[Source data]

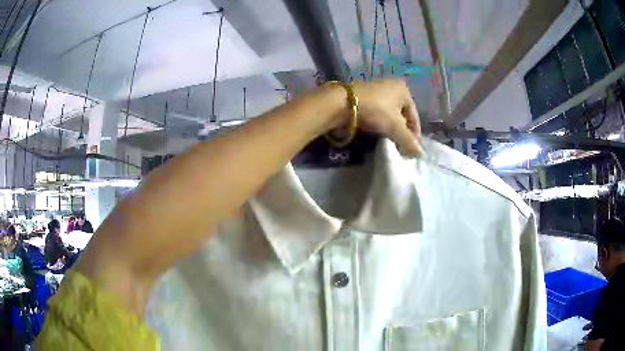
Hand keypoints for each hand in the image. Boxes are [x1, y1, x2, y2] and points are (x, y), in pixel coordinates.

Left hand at [352, 79, 421, 156]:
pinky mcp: (365, 96)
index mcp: (404, 90)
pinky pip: (378, 112)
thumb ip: (409, 141)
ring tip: (391, 141)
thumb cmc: (375, 110)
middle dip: (403, 131)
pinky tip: (378, 132)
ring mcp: (377, 90)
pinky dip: (381, 123)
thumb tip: (420, 154)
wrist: (342, 102)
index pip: (414, 116)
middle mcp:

EXERCISE DESCRIPTION. Print the lines from the beginning of the records up to and including the line containing "ring mcp: (377, 90)", word for word, with no pictures.

RESPONSE BOX.
Hand keypoints for each hand in the image. Boxes are [x1, y1, x2, y2] and points are (x, y), in pixel coordinates.

Left hand at [352, 79, 421, 156]:
pinky mcp: (365, 96)
index mcp: (404, 90)
pinky pip: (378, 112)
thumb ip: (409, 141)
ring tip: (391, 141)
thumb cmc: (375, 110)
middle dip: (403, 131)
pinky tip: (378, 132)
ring mcp: (377, 90)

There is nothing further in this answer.